What aggravated the creators and admirers of the 12-cent, four-colour pamphlets about war and rormance were the fame and wealth such derivative paintings brought and the lack of acknowledgement or appreciation of their sources. David Barsalou’s Deconstructing Lichtenstein site (7) allows you to see the changes Lichtenstein’s versions made to the printed extracts. In most cases, he considerably depersonalised their assorted linework and shading and reduced or removed details and nuances to standardise his cleaner, smoother, and often heavier, flatter reinterpretations. To most gallery viewers this was of course how all comics looked. Seeing Barsalou’s line-up of paintings and sources side-by-side makes you evaluate the artistry of each comic book original afresh, as one of dozens of panels from a whole story to which a skilled editor, writer, artist, letterer and colourist all contributed. So, for example, the Tate’s famous purchase WHAAM! is the 55th in a 65-panel, 13-page story The Star Jockey from All-American Men of War #89 (February 1962), edited and possibly written by Robert Kanigher and drawn by Irv Novick (who by curious coincidence had served in the same company as Lichtenstein during World War II). Like one retouched still from a movie, the painting is but a glimpse of a fuller storyworld. In fact, the protagonist behind the trigger is a Native American flying ace named Lt. Johnny Cloud, who privately finds that his boyhood belief in the prophetic powers of a Navajo elder’s ‘smoke pictures’ saves him and his buddies from disaster.

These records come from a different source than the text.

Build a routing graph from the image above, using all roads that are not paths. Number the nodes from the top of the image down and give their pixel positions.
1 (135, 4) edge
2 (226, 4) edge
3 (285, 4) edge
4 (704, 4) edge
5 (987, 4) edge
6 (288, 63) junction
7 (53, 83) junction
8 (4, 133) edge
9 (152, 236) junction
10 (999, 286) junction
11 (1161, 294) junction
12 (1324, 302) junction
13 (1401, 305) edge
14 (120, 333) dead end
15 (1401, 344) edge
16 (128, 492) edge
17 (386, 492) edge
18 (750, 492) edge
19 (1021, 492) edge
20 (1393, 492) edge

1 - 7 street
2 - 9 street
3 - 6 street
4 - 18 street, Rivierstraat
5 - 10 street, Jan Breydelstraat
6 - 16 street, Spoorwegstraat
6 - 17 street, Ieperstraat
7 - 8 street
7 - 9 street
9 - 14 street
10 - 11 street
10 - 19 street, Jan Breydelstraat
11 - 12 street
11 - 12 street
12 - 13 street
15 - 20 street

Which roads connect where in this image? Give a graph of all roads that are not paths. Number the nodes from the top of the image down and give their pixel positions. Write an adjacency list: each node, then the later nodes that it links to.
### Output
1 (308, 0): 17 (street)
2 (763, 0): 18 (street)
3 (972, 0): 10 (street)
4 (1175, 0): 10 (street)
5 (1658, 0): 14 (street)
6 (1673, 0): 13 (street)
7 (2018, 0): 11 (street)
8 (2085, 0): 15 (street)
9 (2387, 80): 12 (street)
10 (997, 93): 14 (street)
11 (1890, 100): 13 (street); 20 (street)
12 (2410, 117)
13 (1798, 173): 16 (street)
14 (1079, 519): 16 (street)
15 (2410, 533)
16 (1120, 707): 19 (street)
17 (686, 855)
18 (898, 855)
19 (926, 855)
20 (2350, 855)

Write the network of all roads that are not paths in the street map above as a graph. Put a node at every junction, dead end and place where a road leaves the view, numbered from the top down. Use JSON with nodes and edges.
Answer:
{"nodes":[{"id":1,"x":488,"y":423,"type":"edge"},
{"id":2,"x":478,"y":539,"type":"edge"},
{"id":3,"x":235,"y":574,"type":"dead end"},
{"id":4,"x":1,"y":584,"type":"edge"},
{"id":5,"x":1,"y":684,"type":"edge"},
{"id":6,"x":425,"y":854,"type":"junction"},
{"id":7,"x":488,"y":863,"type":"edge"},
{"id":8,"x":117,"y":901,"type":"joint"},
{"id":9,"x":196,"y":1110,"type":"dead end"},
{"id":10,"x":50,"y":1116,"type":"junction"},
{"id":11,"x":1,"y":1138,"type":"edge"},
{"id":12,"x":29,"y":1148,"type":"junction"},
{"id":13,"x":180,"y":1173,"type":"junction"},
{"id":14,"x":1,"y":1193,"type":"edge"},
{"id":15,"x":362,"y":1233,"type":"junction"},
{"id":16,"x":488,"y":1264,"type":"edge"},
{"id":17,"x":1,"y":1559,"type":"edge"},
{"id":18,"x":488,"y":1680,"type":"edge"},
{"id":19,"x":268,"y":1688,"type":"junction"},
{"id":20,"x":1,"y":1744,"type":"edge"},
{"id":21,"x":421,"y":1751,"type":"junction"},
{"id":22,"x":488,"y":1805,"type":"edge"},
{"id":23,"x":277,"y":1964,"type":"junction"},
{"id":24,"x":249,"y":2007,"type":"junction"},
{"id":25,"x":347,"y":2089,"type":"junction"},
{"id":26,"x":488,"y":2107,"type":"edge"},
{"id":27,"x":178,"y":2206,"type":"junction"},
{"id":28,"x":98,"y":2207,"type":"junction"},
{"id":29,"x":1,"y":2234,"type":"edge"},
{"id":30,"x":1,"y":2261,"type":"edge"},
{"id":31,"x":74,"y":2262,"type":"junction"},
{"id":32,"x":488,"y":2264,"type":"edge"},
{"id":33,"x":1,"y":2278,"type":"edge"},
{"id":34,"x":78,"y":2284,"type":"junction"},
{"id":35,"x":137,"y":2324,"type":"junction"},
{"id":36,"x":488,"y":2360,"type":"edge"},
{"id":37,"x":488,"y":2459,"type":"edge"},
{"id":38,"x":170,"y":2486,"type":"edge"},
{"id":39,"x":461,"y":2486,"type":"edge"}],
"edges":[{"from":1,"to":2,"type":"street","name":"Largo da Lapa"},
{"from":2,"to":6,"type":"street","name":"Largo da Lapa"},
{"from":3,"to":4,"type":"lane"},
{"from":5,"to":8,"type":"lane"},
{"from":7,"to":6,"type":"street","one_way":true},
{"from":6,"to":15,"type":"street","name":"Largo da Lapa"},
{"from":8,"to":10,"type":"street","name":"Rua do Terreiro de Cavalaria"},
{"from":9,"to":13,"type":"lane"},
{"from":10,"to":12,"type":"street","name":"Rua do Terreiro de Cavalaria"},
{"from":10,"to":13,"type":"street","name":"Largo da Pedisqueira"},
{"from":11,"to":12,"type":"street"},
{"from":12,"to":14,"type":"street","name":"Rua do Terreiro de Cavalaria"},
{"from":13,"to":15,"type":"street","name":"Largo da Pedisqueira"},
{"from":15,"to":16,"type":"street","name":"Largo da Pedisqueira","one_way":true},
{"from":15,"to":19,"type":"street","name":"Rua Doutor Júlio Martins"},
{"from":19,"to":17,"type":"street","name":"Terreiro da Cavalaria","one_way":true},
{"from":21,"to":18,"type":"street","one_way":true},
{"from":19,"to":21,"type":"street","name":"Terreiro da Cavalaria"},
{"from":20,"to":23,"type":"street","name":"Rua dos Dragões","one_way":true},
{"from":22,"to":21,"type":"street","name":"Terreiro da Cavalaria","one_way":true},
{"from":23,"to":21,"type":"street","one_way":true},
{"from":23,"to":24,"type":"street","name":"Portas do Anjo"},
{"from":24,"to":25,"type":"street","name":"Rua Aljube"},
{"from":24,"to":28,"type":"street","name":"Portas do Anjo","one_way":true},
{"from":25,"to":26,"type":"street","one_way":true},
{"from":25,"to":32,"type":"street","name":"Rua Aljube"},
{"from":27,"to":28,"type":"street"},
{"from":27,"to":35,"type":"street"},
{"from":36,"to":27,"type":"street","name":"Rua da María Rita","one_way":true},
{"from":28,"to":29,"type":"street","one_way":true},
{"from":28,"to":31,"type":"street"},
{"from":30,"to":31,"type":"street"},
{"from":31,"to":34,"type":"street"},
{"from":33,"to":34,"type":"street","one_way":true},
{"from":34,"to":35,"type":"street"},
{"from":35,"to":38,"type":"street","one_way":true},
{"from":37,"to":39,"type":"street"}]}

Above: The Star Jockey by Robert Kanigher & Irv Novick
Below: WHAAM! by Roy Lichtenstein
Worlds away from Lichtenstein’s mass-market combat heroes and sobbing girlfriends, there were other less clean-cut comics whose directness, energy and mixing of pictures and words would be central to several key American fine artists. Their works would come closer to being ‘despicable enough’ to ruffle art critics and inspire comic artists themselves. In 1966, broad-shouldered Chicago, the birthplace of a more earthy breed of Depression-era strips like Little Orphan Annie and Dick Tracy; brought together the Chicago Imagists, notably H.C. Westermann, who studied advertising and design there from 1947, and the younger six-artist group The Hairy Who, among them Jim Nutt and Karl Wirsum.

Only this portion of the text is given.